Ollé Bertrán

Comprar una casa rural para alquilar

El turismo rural se define como la práctica del turismo en un entorno campestre, a menudo alejado de los núcleos urbanos, ya sea un pueblo o zonas en las afueras de la ciudad.

Esta actividad comenzó a tener su auge en España allá por el 2001, donde se pasó de unas casi seis mil casas rurales existentes, a triplicar esa cifra en algo más que una década.

Pero para abrir una casa rural hay que seguir una serie de pasos:

  1. Analizar si la casa reúne las condiciones adecuadas para desarrollar esta actividad. Es decir, hay que hacer un estudio de viabilidad tanto técnico como económico y determinar cuestiones tales como, si es legal, el tipo de establecimiento, cuántas habitaciones puede tener, qué coste llevará la rehabilitación, etc.

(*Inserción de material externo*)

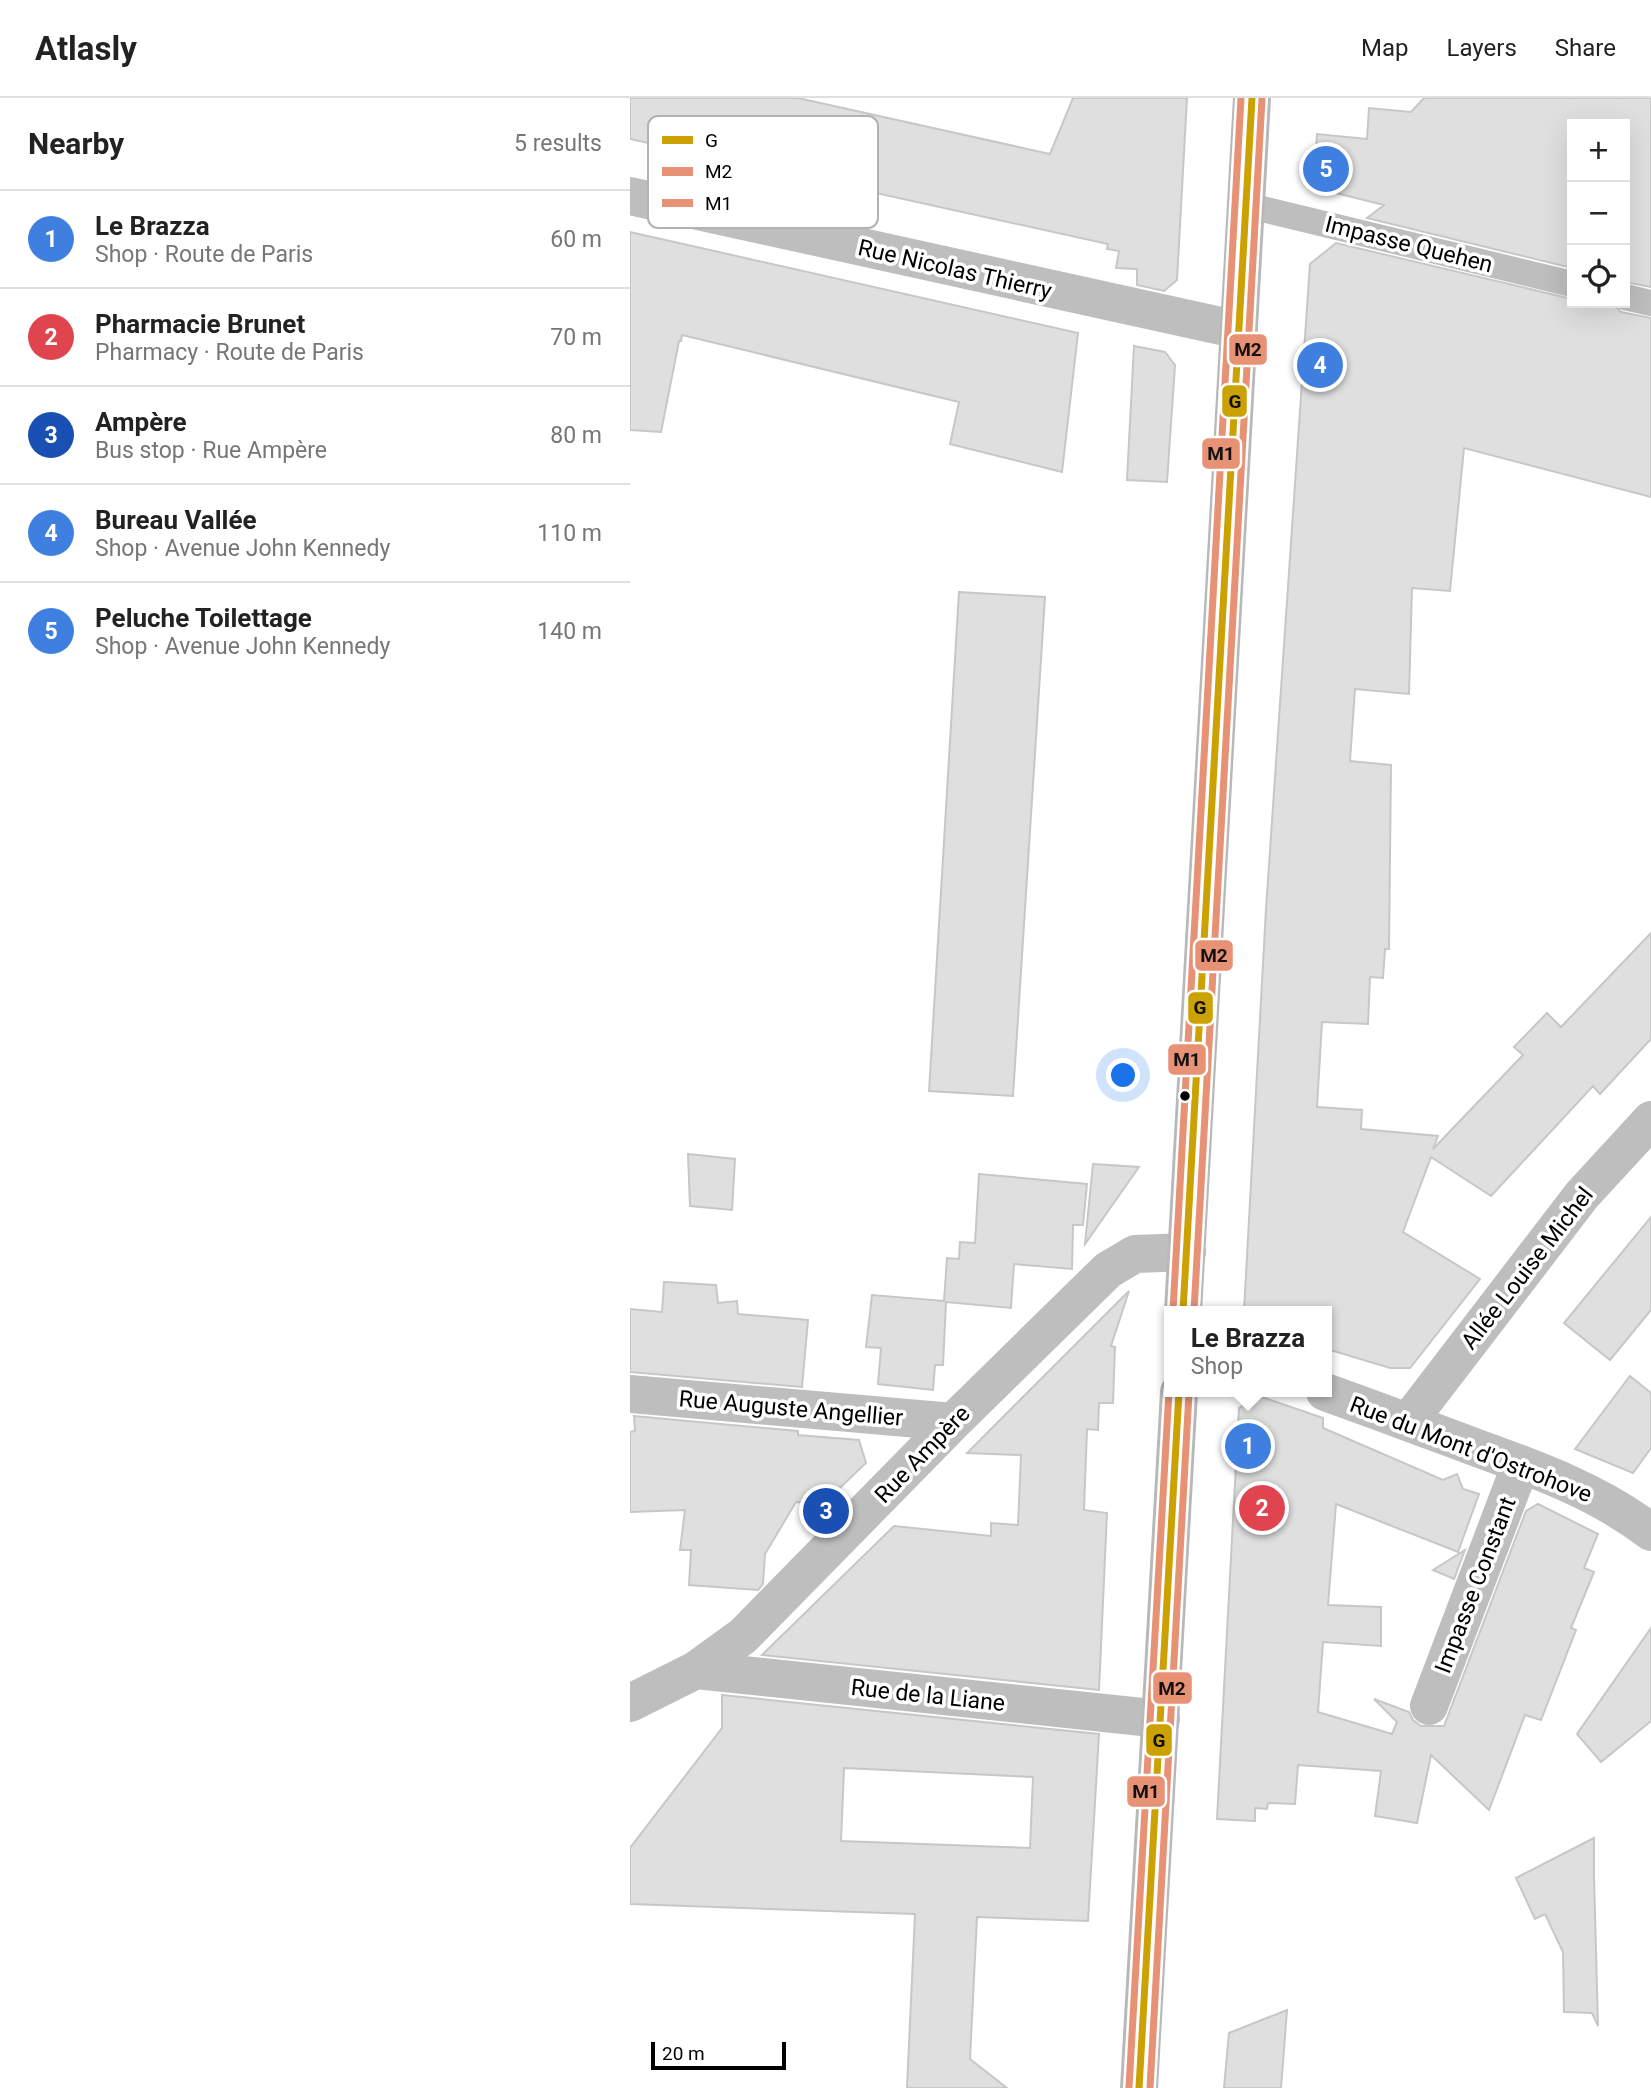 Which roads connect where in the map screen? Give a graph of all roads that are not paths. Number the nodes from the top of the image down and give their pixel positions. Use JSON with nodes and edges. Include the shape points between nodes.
{"nodes":[{"id":1,"x":1252,"y":98,"type":"edge"},
{"id":2,"x":630,"y":196,"type":"edge"},
{"id":3,"x":648,"y":200,"type":"edge"},
{"id":4,"x":1247,"y":205,"type":"junction"},
{"id":5,"x":773,"y":228,"type":"edge"},
{"id":6,"x":1567,"y":283,"type":"edge"},
{"id":7,"x":1630,"y":298,"type":"edge"},
{"id":8,"x":1651,"y":303,"type":"edge"},
{"id":9,"x":1239,"y":330,"type":"junction"},
{"id":10,"x":1651,"y":1120,"type":"edge"},
{"id":11,"x":1187,"y":1252,"type":"junction"},
{"id":12,"x":1183,"y":1306,"type":"edge"},
{"id":13,"x":630,"y":1394,"type":"edge"},
{"id":14,"x":1332,"y":1395,"type":"edge"},
{"id":15,"x":1179,"y":1397,"type":"edge"},
{"id":16,"x":953,"y":1422,"type":"junction"},
{"id":17,"x":1408,"y":1422,"type":"junction"},
{"id":18,"x":1521,"y":1464,"type":"junction"},
{"id":19,"x":1651,"y":1532,"type":"edge"},
{"id":20,"x":696,"y":1671,"type":"junction"},
{"id":21,"x":630,"y":1703,"type":"edge"},
{"id":22,"x":1429,"y":1706,"type":"dead end"},
{"id":23,"x":1161,"y":1719,"type":"junction"},
{"id":24,"x":1139,"y":2088,"type":"edge"}],
"edges":[{"from":1,"to":4,"type":"main road"},
{"from":2,"to":3,"type":"street","name":"Rue Nicolas Thierry"},
{"from":4,"to":6,"type":"lane","name":"Impasse Quehen"},
{"from":4,"to":9,"type":"main road"},
{"from":5,"to":9,"type":"street","name":"Rue Nicolas Thierry"},
{"from":7,"to":8,"type":"lane"},
{"from":9,"to":11,"type":"main road"},
{"from":10,"to":17,"type":"street","name":"Allée Louise Michel","via":[[1582,1195]]},
{"from":11,"to":12,"type":"main road"},
{"from":11,"to":16,"type":"street","name":"Rue Ampère","via":[[1135,1254],[1108,1270]]},
{"from":13,"to":16,"type":"street","name":"Rue Auguste Angellier"},
{"from":14,"to":17,"type":"street","name":"Rue du Mont d'Ostrohove"},
{"from":15,"to":23,"type":"main road"},
{"from":16,"to":20,"type":"street","name":"Rue Ampère","via":[[743,1636]]},
{"from":17,"to":18,"type":"street","name":"Rue du Mont d'Ostrohove"},
{"from":18,"to":19,"type":"street","name":"Rue du Mont d'Ostrohove","via":[[1611,1504]]},
{"from":18,"to":22,"type":"street","name":"Impasse Constant"},
{"from":20,"to":21,"type":"street","name":"Rue Ampère"},
{"from":20,"to":23,"type":"street","name":"Rue de la Liane"},
{"from":23,"to":24,"type":"main road"}]}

Normalmente, cada comunidad tiene su propia normativa, y hay que informarse bien para dar respuesta a estas preguntas.

  • Decoración y estética: este tipo de alojamientos se diferencian de un hotel o de otros sitios porque la gente va buscando ciertas comodidades pero en un lugar rural. Lo mejor es respetar la estructura original de la casa, potenciando los elementos de construcción como la piedra o la madera y añadiendo elementos de decoración de casas antiguas, junto con materiales naturales como fibras vegetales, en definitiva, todo lo que sea acorde con estar en contacto con la naturaleza.
  • Trámites: en general, el proceso para que podamos poner en marcha nuestra casa rural está entre uno y dos años. Si se trata de una edificación menos se pedirá una licencia y si es una obra más grande habrá que pedir un proyecto visado al Colegio de Arquitectos. Luego hay que solicitar la licencia de apertura en el Ayuntamiento y pagar las tasas. Asimismo, hay que dar de alta fiscal a la vivienda con la categoría de Alojamiento Rural en Hacienda.

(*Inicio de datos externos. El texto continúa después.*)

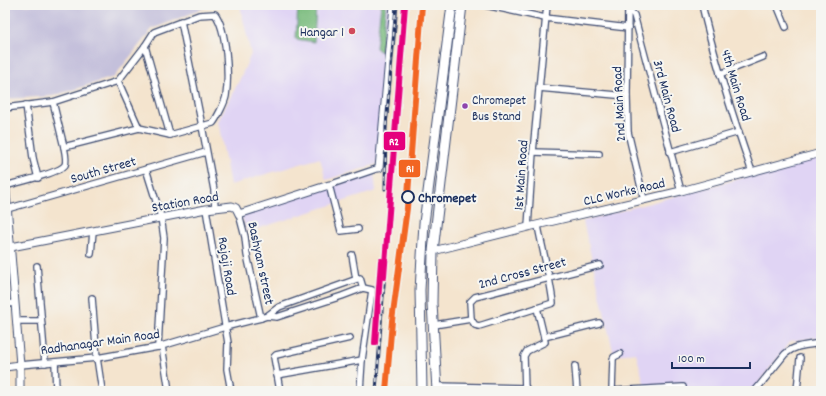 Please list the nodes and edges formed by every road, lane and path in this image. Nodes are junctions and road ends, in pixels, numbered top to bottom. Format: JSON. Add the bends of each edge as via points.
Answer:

El hecho de comprar una casa rural para alquilarla supone una buena fuente de ingresos, ya que el turismo rural sigue siendo muy importante en nuestro país y hay muchísimas personas que eligen esta forma de alojamiento para pasar sus vacaciones, pero no todo son ventajas. Aquí enumeramos algunas de las preocupaciones que asaltan a los dueños de casas rurales:

  • Valoraciones: todos sabemos que estar expuestos en las redes sociales es muy positivo para ganar publicidad, pero no siempre hay comentarios positivos, y si por casualidad algún cliente pone alguna queja, esto influirá en las futuras reservas, con lo que podemos encontrar clientes que intentarán coaccionar al propietario para que les rebaje el precio o les dé algún día gratis a cambio de no poner una valoración negativa.
  • Aumento de precio de los suministros: la luz, el gas, el agua… son suministros cuyo precio aumenta de año en año, con lo que los propietarios también deben aumentar el precio del alquiler, sobre todo para compensar el gasto que hacen algunos inquilinos, muchas veces descompensado. Aquí, la solución podría pasar por buscar sistemas de control que regulen los gastos.
  • Estafas o timos: si los clientes deben tener cuidado con las estafas en Internet de portales que anuncian alojamientos que luego no existen, los propietarios tampoco están exentos de estas malas prácticas, como pagos con cheques sin fondo o con tarjetas robadas.
  • Reservas: ya hay propietarios que obligan a reservar por un cierto número de noches, ya que la mayoría reservan de sábado a domingo (es decir, una noche) cuando realmente están haciendo uso de la casa durante dos días y en fin de semana…
  • Cancelaciones: el hecho de que se pueda cancelar gratuitamente hasta 24 horas antes de la llegada, supone una ventaja para el cliente, pero no para el propietario, que se queda a última hora sin huéspedes y sin tiempo para poder ocupar la casa de nuevo. Esto podría evitarse, abonando un porcentaje de la reserva para que el dueño no pierda todo el dinero.

A pesar de todas estas cuestiones, comprar una casa rural para alquilarla sigue siendo una opción muy rentable, ya que, como hemos apuntado este turismo sigue en auge y además no es un turismo estacional, puesto que los clientes buscan una estancia en un entorno rústico y natural durante todo el año.